DÜN, 15 Temmuz Hain Kalkışma Darbesi’nin yıl dönümü idi..
Özellikle bu konuda bir yazı yazmadım.
Çünkü bu konuda tam bir kutuplaşma var ülkede..
Kimi gerçek bir bayram gibi kutluyor.
Kimi burun kıvırıp geçiyor..
Ortası var mı, bilemiyorum..
Ülke geneline bakıyorsunuz, Salı günü mecliste grup toplantıları yapıldı..
Kavga, gürültü, sataşma kırıla gitti.
Kaçtı, kaçmadı!
Eve oradan gitti, gitmedi!.
Kalkışmayı biliyordu, bilmiyordu!..
Her tezi savunan sesi daha yüksek çıkınca kendini kabul ettirecek gibi belledi..
Vatandaş ne yapsın onlarda takım tutar gibi tuttukları partilerin liderlerinin sözlerini tekrarlayıp durdu akşama kadar..
Açık söyleyeyim haber bültenlerine göz atmadım bile!
Sonuç;
Bugün 16 Temmuz..
Yeni bir gün başlıyor..
Ruhları kararmış insanların.
Başları düşmüş.
Umutlar yitik..
İşsiz, aşsız yeni bir güne uyanış..
Yarınlara güven duyamadan günü kurtarma çabası.
Eve gelecek bir somun ekmek bile buruk bir mutluluk anahtarı.
Sonu gelmeyen uykusuz gecelerden yeniden aydınlığa çıkma çabası..

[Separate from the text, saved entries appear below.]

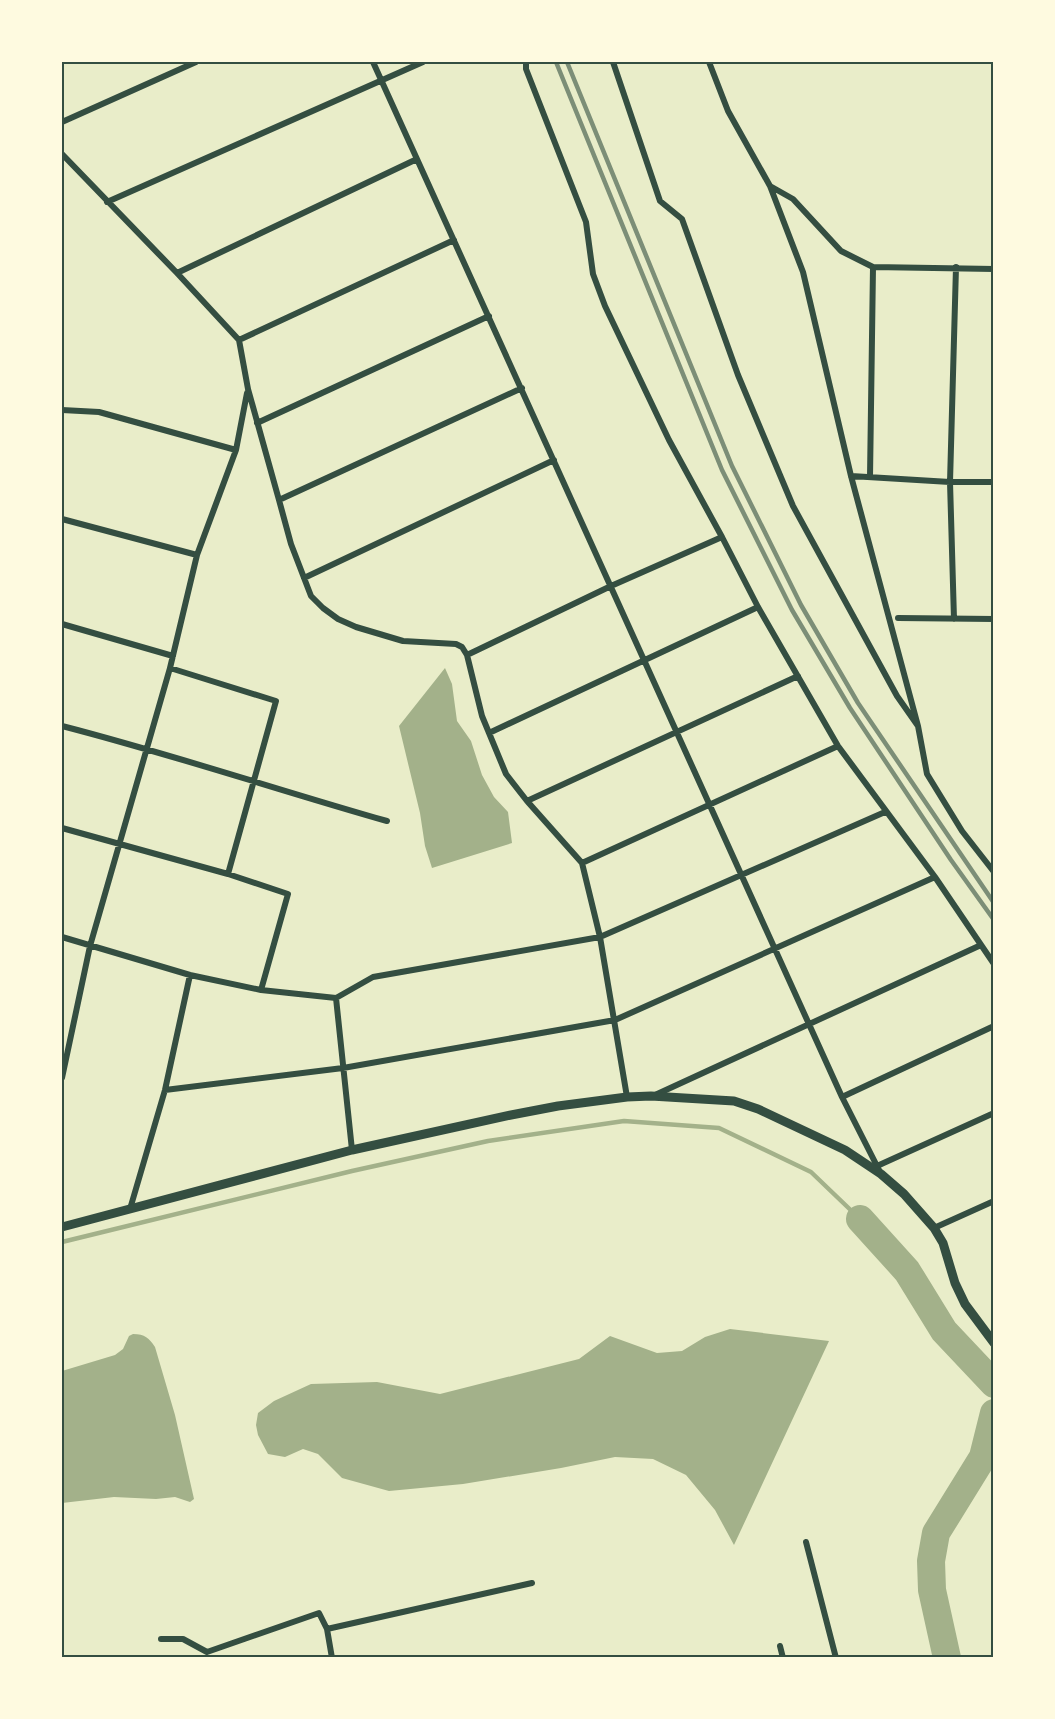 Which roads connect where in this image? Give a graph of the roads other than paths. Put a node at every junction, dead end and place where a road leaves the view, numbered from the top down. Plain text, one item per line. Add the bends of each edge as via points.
1 (196, 62) edge
2 (373, 62) edge
3 (423, 62) edge
4 (526, 62) edge
5 (613, 62) edge
6 (709, 62) edge
7 (382, 80) junction
8 (62, 122) edge
9 (62, 154) edge
10 (417, 159) junction
11 (770, 186) junction
12 (107, 202) junction
13 (454, 240) junction
14 (873, 267) junction
15 (956, 267) junction
16 (993, 269) edge
17 (177, 273) junction
18 (489, 316) junction
19 (239, 340) junction
20 (522, 388) junction
21 (248, 389) junction
22 (62, 410) edge
23 (257, 423) junction
24 (236, 450) junction
25 (554, 460) junction
26 (851, 476) junction
27 (870, 477) junction
28 (950, 482) junction
29 (993, 482) edge
30 (279, 500) junction
31 (62, 519) edge
32 (722, 537) junction
33 (197, 555) junction
34 (304, 578) junction
35 (611, 586) junction
36 (758, 607) junction
37 (898, 618) dead end
38 (954, 619) junction
39 (993, 619) edge
40 (62, 624) edge
41 (466, 655) junction
42 (173, 656) junction
43 (644, 659) junction
44 (170, 668) junction
45 (798, 676) junction
46 (62, 726) edge
47 (918, 726) junction
48 (677, 732) junction
49 (489, 733) junction
50 (838, 746) junction
51 (147, 748) junction
52 (253, 782) junction
53 (527, 801) junction
54 (710, 805) junction
55 (885, 812) junction
56 (387, 821) dead end
57 (62, 828) edge
58 (119, 845) junction
59 (582, 863) junction
60 (993, 872) edge
61 (228, 874) junction
62 (742, 875) junction
63 (935, 877) junction
64 (62, 937) edge
65 (600, 938) junction
66 (981, 945) junction
67 (90, 946) junction
68 (775, 949) junction
69 (993, 964) edge
70 (190, 975) junction
71 (261, 990) junction
72 (336, 998) junction
73 (615, 1020) junction
74 (808, 1023) junction
75 (993, 1026) edge
76 (343, 1068) junction
77 (62, 1078) edge
78 (165, 1090) junction
79 (651, 1096) junction
80 (842, 1096) junction
81 (627, 1097) junction
82 (993, 1113) edge
83 (352, 1150) junction
84 (879, 1170) junction
85 (993, 1201) edge
86 (130, 1209) junction
87 (62, 1227) edge
88 (934, 1228) junction
89 (993, 1343) edge
90 (806, 1542) dead end
91 (532, 1583) dead end
92 (327, 1629) junction
93 (161, 1639) dead end
94 (780, 1646) dead end
95 (332, 1658) edge
96 (783, 1658) edge
97 (836, 1658) edge

1 - 8 street
2 - 7 street
3 - 7 street
4 - 32 street via 586,222 593,274 605,306 669,440
5 - 47 street via 660,201 682,219 738,375 794,506 897,696
6 - 11 street via 728,111
7 - 10 street
7 - 12 street
9 - 12 street
10 - 13 street
10 - 17 street
11 - 14 street via 793,199 840,251
11 - 26 street via 803,272
12 - 17 street
13 - 18 street
13 - 19 street
14 - 15 street
14 - 27 street
15 - 16 street
15 - 28 street
17 - 19 street
18 - 20 street
18 - 23 street
19 - 21 street
20 - 25 street
20 - 30 street
21 - 23 street
21 - 24 street
22 - 24 street via 99,412
23 - 30 street
24 - 33 street
25 - 34 street
25 - 35 street
26 - 27 street
26 - 47 street
27 - 28 street
28 - 29 street
28 - 38 street
30 - 34 street
31 - 33 street
32 - 35 street
32 - 36 street
33 - 42 street
34 - 41 street via 311,596 338,619 403,641 456,644
35 - 41 street
35 - 43 street
36 - 43 street
36 - 45 street
37 - 38 street
38 - 39 street
40 - 42 street
41 - 49 street
42 - 44 street
43 - 48 street
43 - 49 street
44 - 51 street
44 - 52 street via 276,701
45 - 48 street
45 - 50 street
46 - 51 street
47 - 60 street via 927,774
48 - 53 street
48 - 54 street
49 - 53 street via 506,774
50 - 54 street
50 - 55 street
51 - 52 street
51 - 58 street
52 - 56 street
52 - 61 street
53 - 59 street
54 - 59 street
54 - 62 street
55 - 62 street
55 - 63 street
57 - 58 street
58 - 61 street
58 - 67 street
59 - 65 street
61 - 71 street via 288,894
62 - 65 street
62 - 68 street
63 - 66 street
63 - 68 street
64 - 67 street
65 - 72 street via 373,977
65 - 73 street
66 - 69 street
66 - 74 street
67 - 70 street
67 - 77 street
68 - 73 street
68 - 74 street
70 - 71 street
70 - 78 street
71 - 72 street
72 - 76 street
73 - 76 street
73 - 81 street
74 - 79 street
74 - 80 street
75 - 80 street
76 - 78 street
76 - 83 street
78 - 86 street
79 - 81 street
79 - 84 street via 734,1101 845,1150
80 - 84 street
81 - 83 street via 511,1114
82 - 84 street
83 - 86 street
84 - 88 street
85 - 88 street
86 - 87 street
88 - 89 street via 965,1304
90 - 97 street
91 - 92 street
92 - 93 street via 319,1613 207,1652 183,1639
92 - 95 street
94 - 96 street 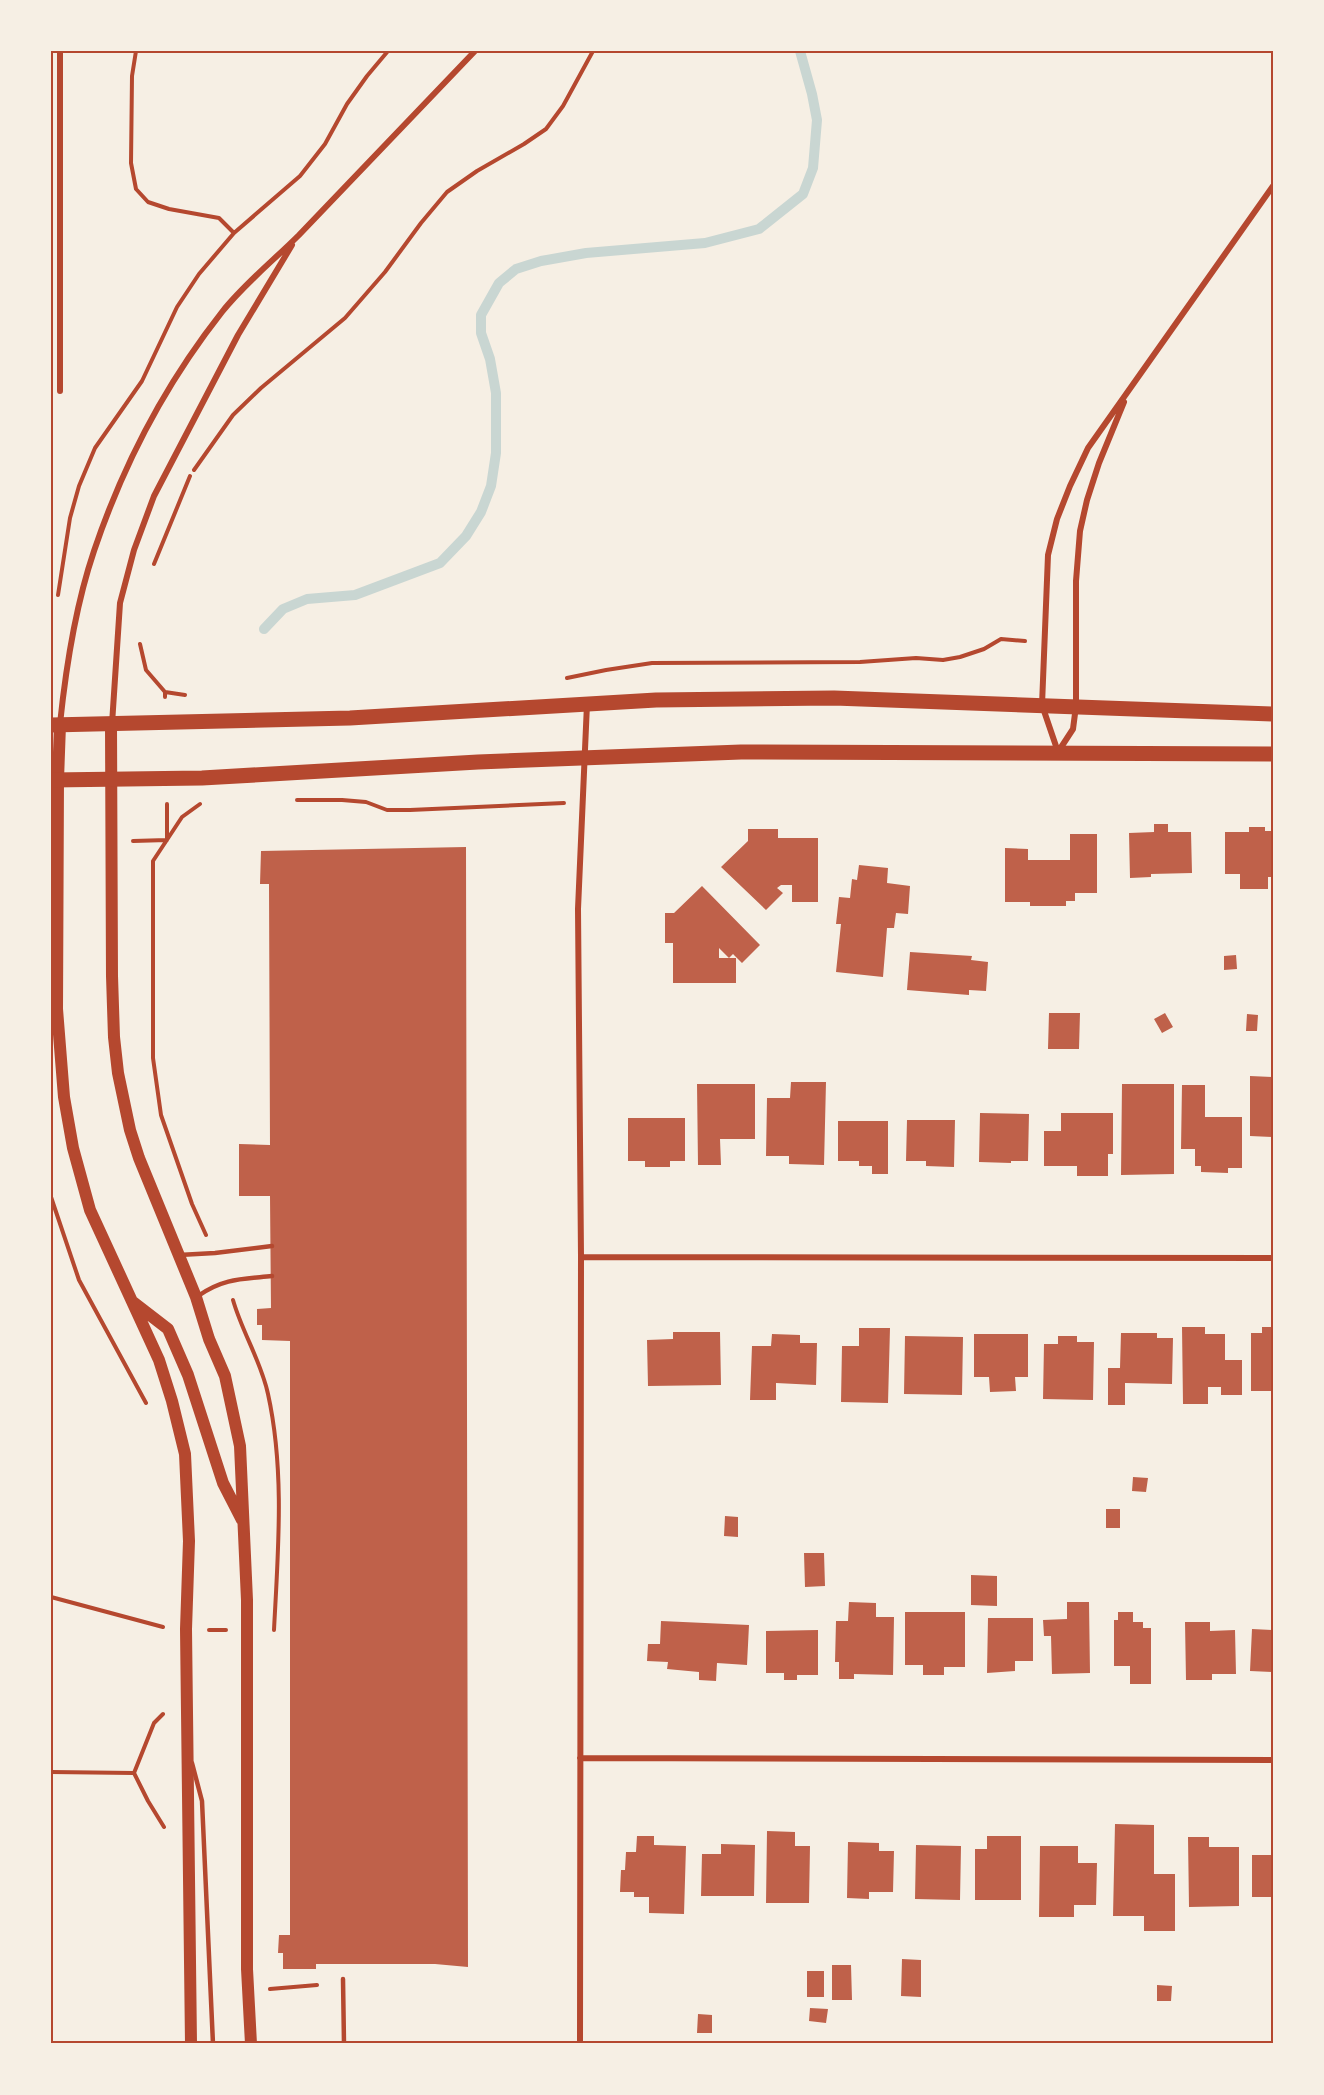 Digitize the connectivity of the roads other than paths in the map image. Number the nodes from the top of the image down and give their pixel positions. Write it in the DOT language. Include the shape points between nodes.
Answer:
graph roads {
  1 [pos="60,51"];
  2 [pos="475,51"];
  3 [pos="1273,186"];
  4 [pos="297,237"];
  5 [pos="51,247"];
  6 [pos="59,247"];
  7 [pos="60,391"];
  8 [pos="1129,391"];
  9 [pos="587,703"];
  10 [pos="1042,705"];
  11 [pos="1076,706"];
  12 [pos="1273,714"];
  13 [pos="55,725"];
  14 [pos="111,725"];
  15 [pos="1058,752"];
  16 [pos="1273,754"];
  17 [pos="585,757"];
  18 [pos="54,780"];
  19 [pos="112,780"];
  20 [pos="272,1246"];
  21 [pos="178,1255"];
  22 [pos="581,1257"];
  23 [pos="1273,1258"];
  24 [pos="272,1276"];
  25 [pos="196,1297"];
  26 [pos="132,1301"];
  27 [pos="243,1524"];
  28 [pos="188,1746"];
  29 [pos="580,1758"];
  30 [pos="1273,1760"];
  31 [pos="343,1979"];
  32 [pos="191,2044"];
  33 [pos="213,2044"];
  34 [pos="251,2044"];
  35 [pos="344,2044"];
  36 [pos="580,2044"];
  1 -- 6 [label="street"];
  2 -- 4 [label="street"];
  3 -- 8 [label="street"];
  4 -- 13 [label="street" via="224,310 185,362 148,424 94,552"];
  4 -- 14 [label="street" via="238,335 154,496 120,603"];
  5 -- 6 [label="street"];
  6 -- 7 [label="street"];
  8 -- 10 [label="street" via="1088,448 1057,519 1048,555"];
  8 -- 11 [label="street" via="1086,500 1080,531"];
  9 -- 10 [label="main road" via="834,698"];
  9 -- 14 [label="main road" via="350,718"];
  9 -- 17 [label="street"];
  10 -- 11 [label="main road"];
  10 -- 15 [label="street"];
  11 -- 12 [label="main road"];
  11 -- 15 [label="street" via="1073,729"];
  13 -- 14 [label="main road"];
  13 -- 18 [label="main road"];
  14 -- 19 [label="main road"];
  15 -- 16 [label="main road"];
  15 -- 17 [label="main road" via="752,752"];
  17 -- 19 [label="main road"];
  17 -- 22 [label="street" via="578,909"];
  18 -- 19 [label="main road"];
  18 -- 26 [label="main road" via="57,1009 63,1097 90,1210"];
  19 -- 21 [label="main road" via="112,976 118,1073 130,1130"];
  20 -- 21 [label="lane"];
  21 -- 25 [label="main road"];
  22 -- 23 [label="street"];
  22 -- 29 [label="street"];
  24 -- 25 [label="lane" via="228,1280"];
  25 -- 27 [label="main road" via="230,1397 240,1446"];
  26 -- 27 [label="main road" via="168,1329 188,1375 223,1483"];
  26 -- 28 [label="main road" via="159,1360 185,1454 189,1541"];
  27 -- 34 [label="main road"];
  28 -- 32 [label="main road"];
  28 -- 33 [label="lane" via="202,1801"];
  29 -- 30 [label="street"];
  29 -- 36 [label="street"];
  31 -- 35 [label="lane"];
} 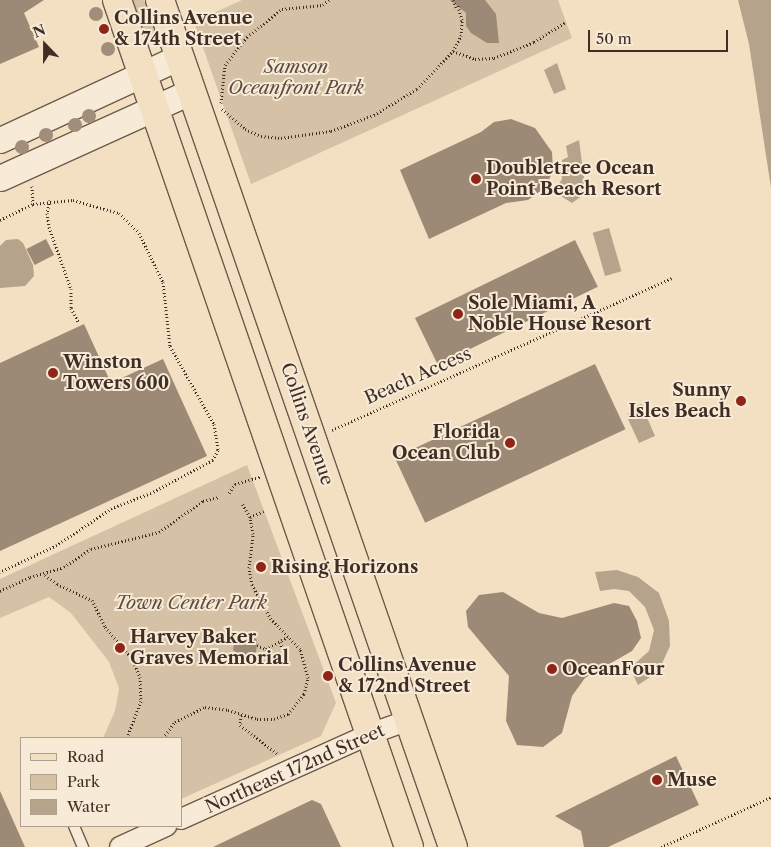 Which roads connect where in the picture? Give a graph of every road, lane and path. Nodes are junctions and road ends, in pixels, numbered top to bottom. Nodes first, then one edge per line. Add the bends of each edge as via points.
1 (117, 0) edge
2 (160, 0) edge
3 (329, 0) edge
4 (453, 0) edge
5 (566, 22) dead end
6 (452, 50) junction
7 (180, 57) junction
8 (142, 74) junction
9 (192, 91) junction
10 (153, 108) junction
11 (0, 140) edge
12 (0, 178) edge
13 (30, 178) dead end
14 (50, 200) junction
15 (34, 204) junction
16 (0, 220) edge
17 (672, 278) dead end
18 (78, 321) dead end
19 (312, 438) junction
20 (261, 476) dead end
21 (229, 493) dead end
22 (219, 497) dead end
23 (242, 503) dead end
24 (264, 511) dead end
25 (250, 517) junction
26 (0, 572) edge
27 (45, 574) junction
28 (0, 591) edge
29 (288, 637) junction
30 (280, 642) junction
31 (257, 645) dead end
32 (266, 649) junction
33 (283, 651) dead end
34 (274, 658) dead end
35 (241, 714) junction
36 (409, 720) junction
37 (370, 734) junction
38 (127, 737) edge
39 (164, 737) edge
40 (282, 756) dead end
41 (771, 797) edge
42 (182, 819) edge
43 (74, 827) edge
44 (164, 827) edge
45 (130, 845) edge
46 (83, 847) edge
47 (409, 847) edge
48 (453, 847) edge
49 (661, 847) edge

Devlete, millete yapılmaya kalkışılan hainlikler elbette affedilemez!..
Ne kabul edilir.
Ne tasvip edilir..
Ama buna ulaşmak kavgadan, gürültüden geçmiyor.
Sataşmayla, küfürle, kavgayla halledilmiyor..
Şahsen ben huzuru özledim..
Sükuneti özledim..
Gözleri feri canlanmış, geleceğe umutla bakan insanları özledim.
Siyaseti geleceği aydınlatmak için yapan siyasetçileri özledim.
Artık sabahlar huzurla kalkmayı özledim.